§ **Exercise**: Look through the entries below and count the lines with "road" in them; the reply is the number alone.

§ **Material for the task**:
▼

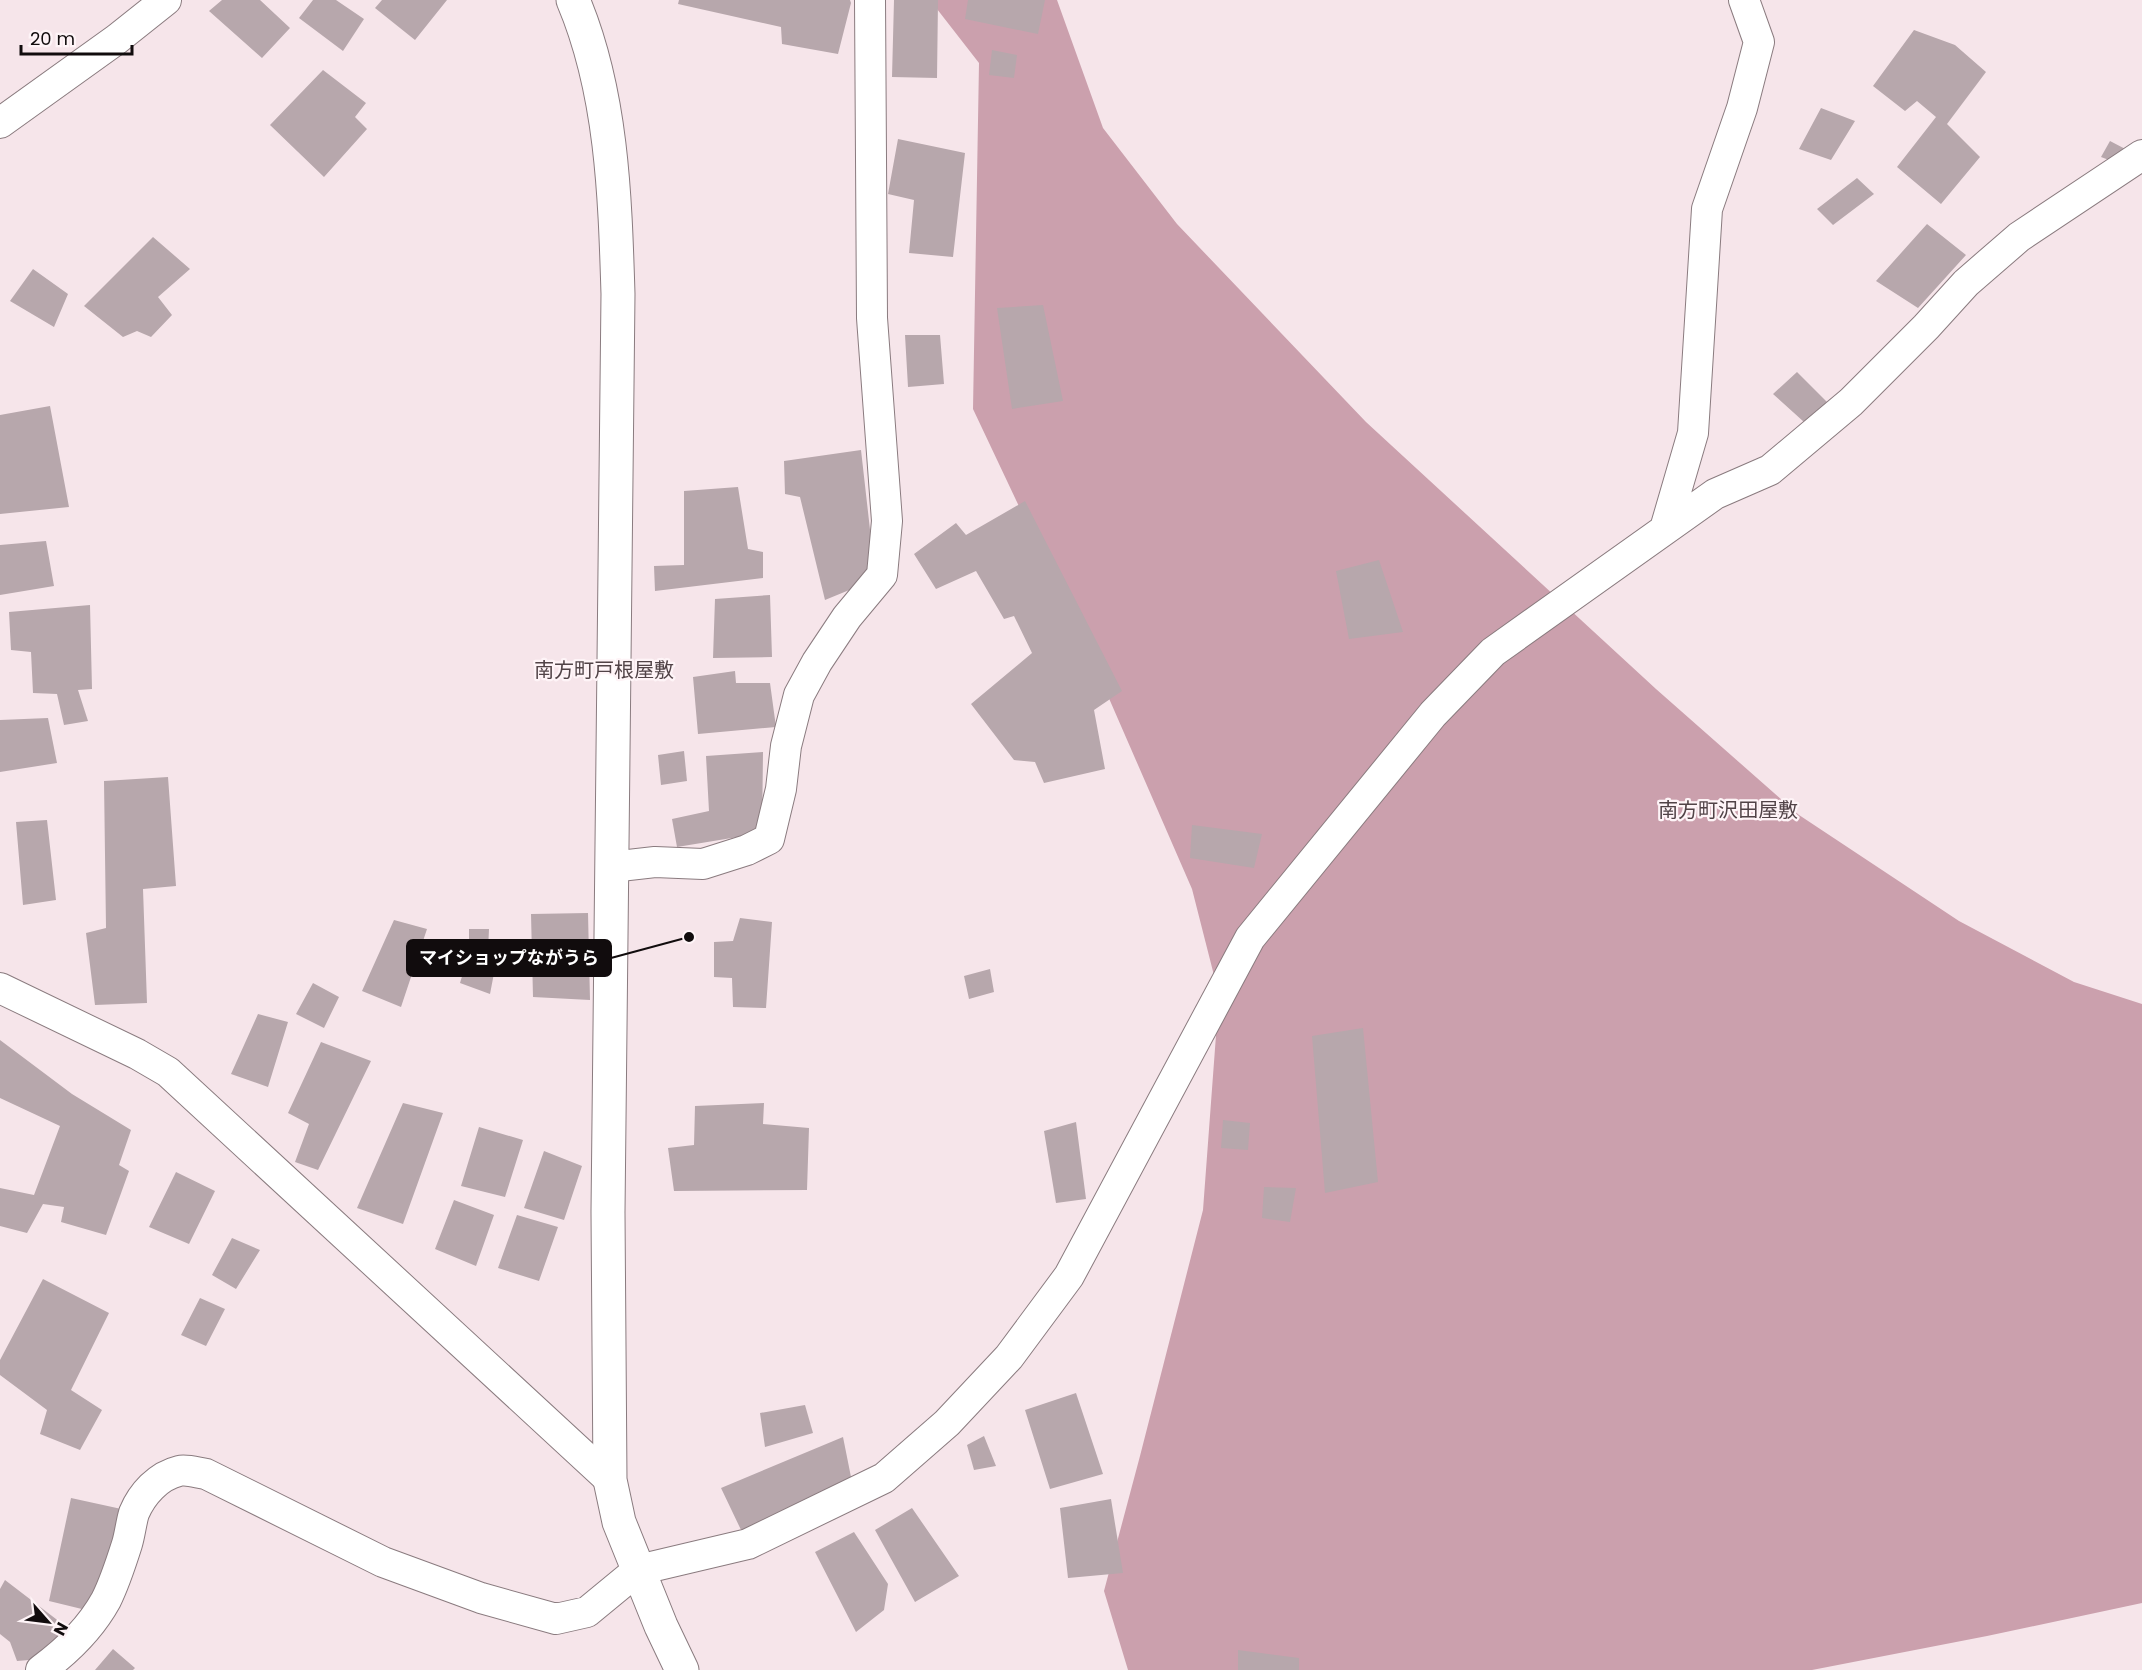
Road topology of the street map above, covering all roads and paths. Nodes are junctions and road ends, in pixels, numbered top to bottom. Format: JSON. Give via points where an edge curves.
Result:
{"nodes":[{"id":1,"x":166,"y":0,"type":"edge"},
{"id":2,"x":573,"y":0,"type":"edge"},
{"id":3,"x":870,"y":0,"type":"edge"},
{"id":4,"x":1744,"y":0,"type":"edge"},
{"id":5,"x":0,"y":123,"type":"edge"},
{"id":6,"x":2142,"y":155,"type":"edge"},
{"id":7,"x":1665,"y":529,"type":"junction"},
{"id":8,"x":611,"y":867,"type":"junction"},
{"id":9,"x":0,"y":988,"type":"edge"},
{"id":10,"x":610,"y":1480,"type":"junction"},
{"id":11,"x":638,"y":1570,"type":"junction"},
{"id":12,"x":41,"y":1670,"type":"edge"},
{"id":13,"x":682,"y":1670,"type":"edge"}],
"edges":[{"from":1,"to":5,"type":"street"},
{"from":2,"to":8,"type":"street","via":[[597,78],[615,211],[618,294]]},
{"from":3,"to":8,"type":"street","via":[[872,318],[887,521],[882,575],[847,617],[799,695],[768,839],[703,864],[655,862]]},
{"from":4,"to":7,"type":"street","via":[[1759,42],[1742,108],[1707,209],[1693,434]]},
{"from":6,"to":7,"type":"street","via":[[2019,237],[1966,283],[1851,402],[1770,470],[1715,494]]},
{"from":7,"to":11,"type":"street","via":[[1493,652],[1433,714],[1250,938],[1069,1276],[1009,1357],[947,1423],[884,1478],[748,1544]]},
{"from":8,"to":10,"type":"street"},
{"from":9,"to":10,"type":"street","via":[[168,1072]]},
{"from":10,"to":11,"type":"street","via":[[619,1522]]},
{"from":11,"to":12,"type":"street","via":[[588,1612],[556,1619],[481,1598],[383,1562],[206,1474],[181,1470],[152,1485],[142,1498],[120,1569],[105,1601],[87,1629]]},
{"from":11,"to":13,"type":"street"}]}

▲
▼

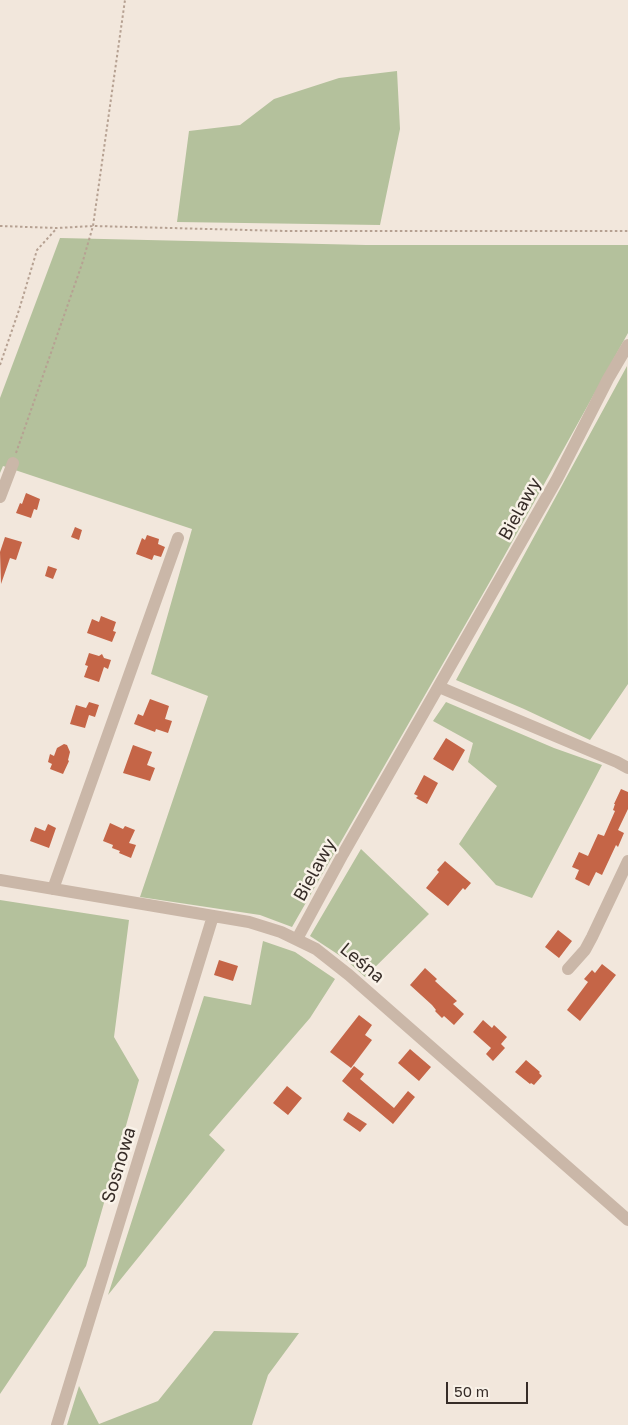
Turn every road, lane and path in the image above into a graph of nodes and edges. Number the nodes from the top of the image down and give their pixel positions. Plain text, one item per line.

▲

§ **Response box**: 2